Similar to the human eye, RGB cameras have three type of sensors, each sensitive to a different and rather wide range of visible light wavelengths from about 380nm to 780nm. Therefore, the response of the sensor is comparable to the human color sensation, but lacks the details of the scene reflectance values at each wavelength due to the summation process. In some applications, such details happen to be crucial for extracting certain information.
Instead, hyperspectral imaging provides up to hundreds of narrow-band sensors that measure the light in steps of only a few nano-meters. This extra information is useful in many applications such as detecting the materials, checking the production quality, and providing contrasts that are hidden in a typical RGB image. These applications make hyperspectral imaging a valuable tool in remote sensing, cultural heritage preservation, industrial quality control, and diagnostic medical imaging among others.
However, the drawback is the cost of this imaging method in terms of the device availability and processing time. A middle ground method is to use multispectral cameras, with a few (up to tens) of sensitivity bands, and estimate the hyperspectral data using a priori data and statistical models.

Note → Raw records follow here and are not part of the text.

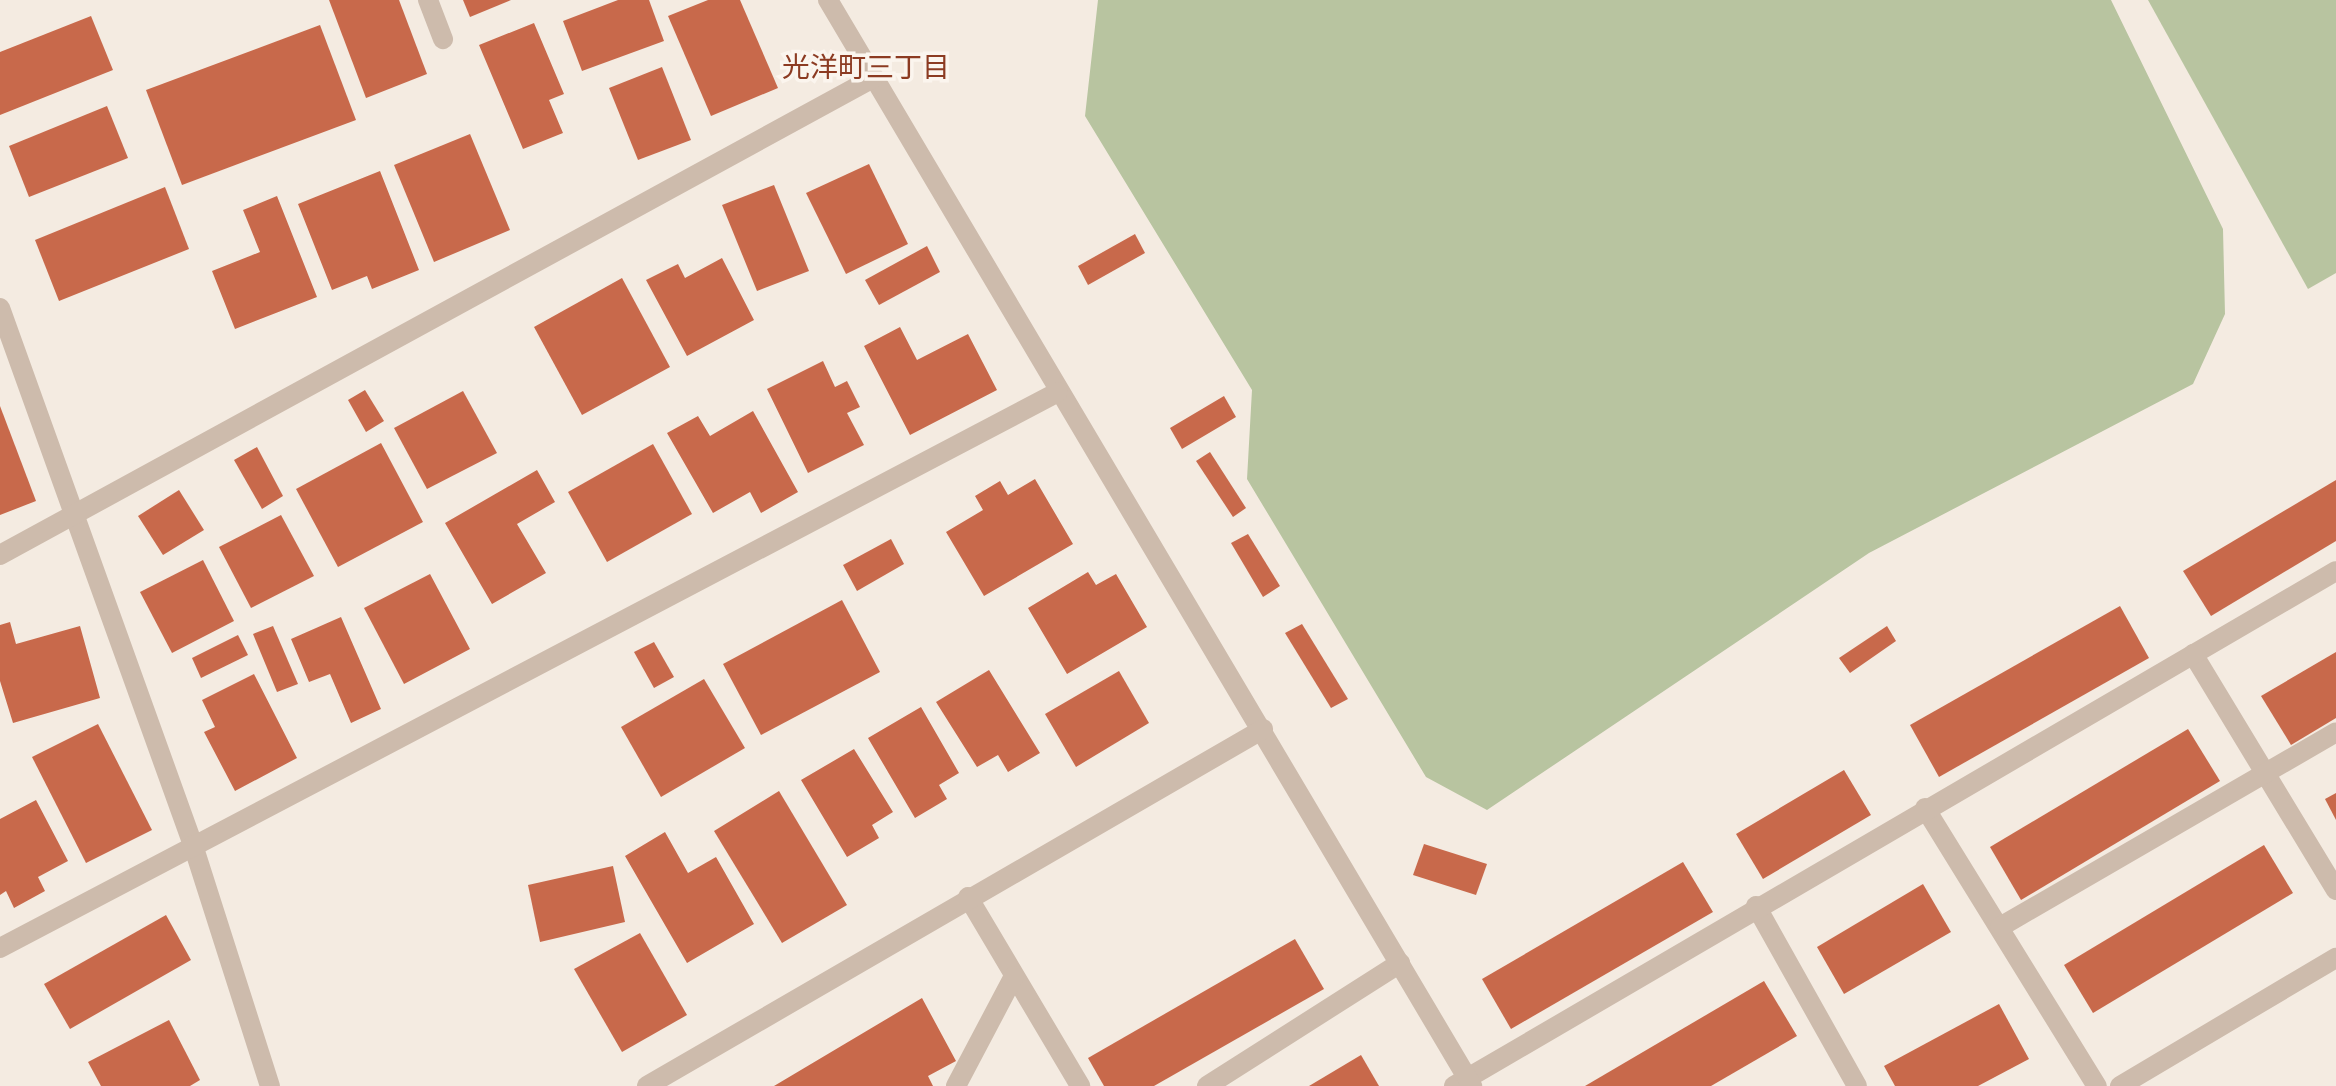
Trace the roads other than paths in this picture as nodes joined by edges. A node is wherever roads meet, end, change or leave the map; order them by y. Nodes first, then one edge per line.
1 (428, 0) edge
2 (828, 0) edge
3 (443, 39) dead end
4 (873, 78) junction
5 (0, 308) edge
6 (1058, 392) junction
7 (77, 511) junction
8 (0, 555) edge
9 (2336, 571) edge
10 (2193, 654) junction
11 (1263, 729) junction
12 (2336, 732) edge
13 (2266, 773) junction
14 (1925, 808) junction
15 (193, 845) junction
16 (2336, 890) edge
17 (968, 897) junction
18 (1756, 906) junction
19 (2000, 927) junction
20 (0, 948) edge
21 (2336, 958) edge
22 (1400, 963) junction
23 (1014, 976) junction
24 (1464, 1083) edge
25 (270, 1086) edge
26 (647, 1086) edge
27 (956, 1086) edge
28 (1080, 1086) edge
29 (1207, 1086) edge
30 (1857, 1086) edge
31 (2097, 1086) edge
32 (2120, 1086) edge

1 - 3 street
2 - 4 street
4 - 6 street
4 - 7 street
5 - 7 street
6 - 11 street
6 - 15 street
7 - 8 street
7 - 15 street
9 - 10 street
10 - 13 street
10 - 14 street
11 - 17 street
11 - 22 street
12 - 13 street
13 - 16 street
13 - 19 street
14 - 18 street
14 - 19 street
15 - 20 street
15 - 25 street
17 - 23 street
17 - 26 street
18 - 24 street
18 - 30 street
19 - 31 street
21 - 32 street
22 - 24 street
22 - 29 street
23 - 27 street
23 - 28 street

This thesis contributes to the pipeline of hyperspectral imaging, from the image acquisition procedure to the estimation model and the processing algorithms. It discusses the best practices to acquire images with acceptable signal-to-noise ratio, particularly in complex cases where the dynamic range of the scene is high. Then, it proposes and tests a number of link functions to improve the estimation quality of spectral images. Finally, it proposes a spectral feature extraction method based on mathematical moments. Features are often numerical properties that characterize the phenomenon under study and are used in automatic pattern recognition algorithms, a process that is time-consuming or difficult if done manually.

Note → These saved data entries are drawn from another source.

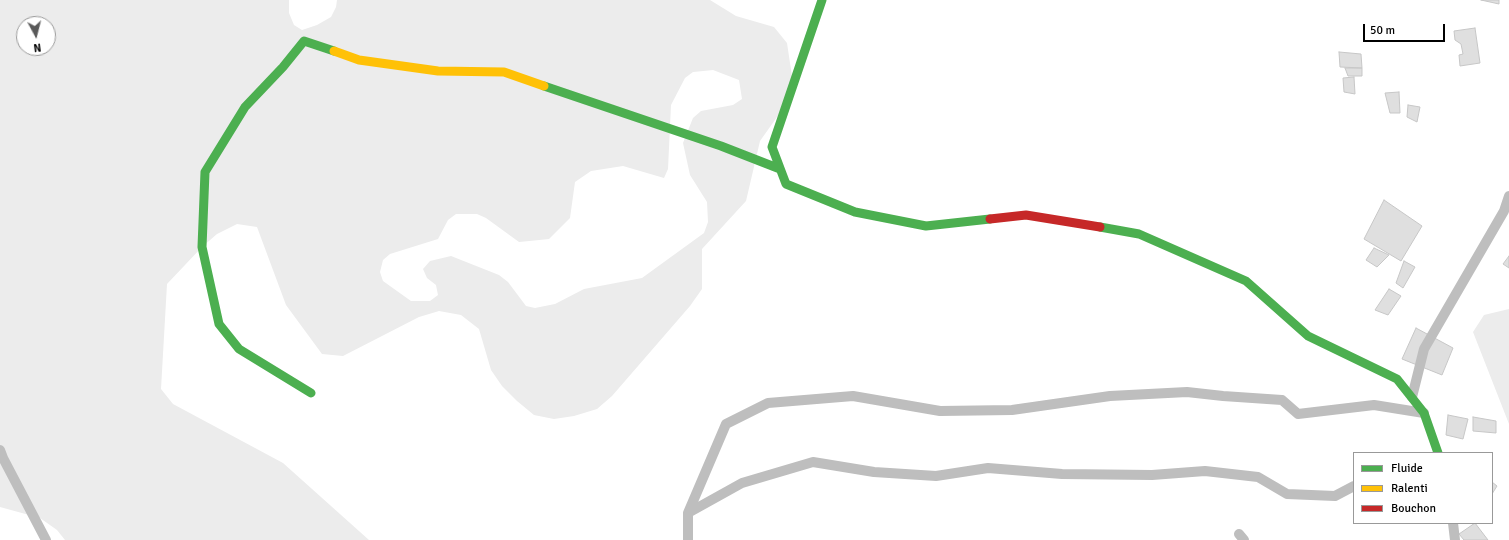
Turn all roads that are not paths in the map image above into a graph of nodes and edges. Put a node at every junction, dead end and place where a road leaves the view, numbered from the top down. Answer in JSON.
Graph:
{"nodes":[{"id":1,"x":822,"y":0,"type":"edge"},
{"id":2,"x":780,"y":169,"type":"junction"},
{"id":3,"x":1509,"y":196,"type":"edge"},
{"id":4,"x":311,"y":393,"type":"dead end"},
{"id":5,"x":1412,"y":397,"type":"junction"},
{"id":6,"x":1424,"y":413,"type":"junction"},
{"id":7,"x":0,"y":450,"type":"edge"},
{"id":8,"x":1438,"y":452,"type":"edge"},
{"id":9,"x":1353,"y":487,"type":"edge"},
{"id":10,"x":688,"y":513,"type":"junction"},
{"id":11,"x":1453,"y":524,"type":"edge"},
{"id":12,"x":46,"y":540,"type":"edge"},
{"id":13,"x":688,"y":540,"type":"edge"},
{"id":14,"x":1455,"y":540,"type":"edge"}],
"edges":[{"from":1,"to":2,"type":"street"},
{"from":2,"to":4,"type":"street"},
{"from":2,"to":5,"type":"street"},
{"from":3,"to":5,"type":"street"},
{"from":5,"to":6,"type":"street"},
{"from":6,"to":8,"type":"street"},
{"from":6,"to":10,"type":"street"},
{"from":7,"to":12,"type":"street"},
{"from":9,"to":10,"type":"street"},
{"from":10,"to":13,"type":"street"},
{"from":11,"to":14,"type":"street"}]}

Moreover, this thesis provides two original image data sets, which are made publicly available for the research community: the Spectral Image Data set of Religious Icon paintings (SIDRI) and the Spectral Texture data set of textile samples (SpecTex).
SIDRI is a multi-camera data set, taken with several RGB, multispectral, and hyperspectral cameras, which are spatially registered. The registration process makes this data set ideal for the testing and comparison of estimation models and camera design analysis.
SpecTex is one of very few available hyperspectral texture data sets that is used in this work to test the proposed feature extraction method in texture analysis application. These data sets are provided in a novel data structure based on the Tagged Image File Format (TIFF) that improves the flexibility and the user experience for viewing and archiving spectral image cubes as examples of big data.
The doctoral dissertation of Arash Mirhashemi, Master of Science, entitled Hyperspectral image acquisition, estimation, and feature extraction of complex and textured surfaces, will be publicly examined online, in English, on the 5th of August 2020, starting at 11 o'clock, at the Faculty of Science and Forestry. The opponent in the public examination will be Professor Masahiro Yamaguchi, Tokyo Institute of Technology, Japan, and the custos will be Professor Markku Hauta-Kasari, University of Eastern Finland.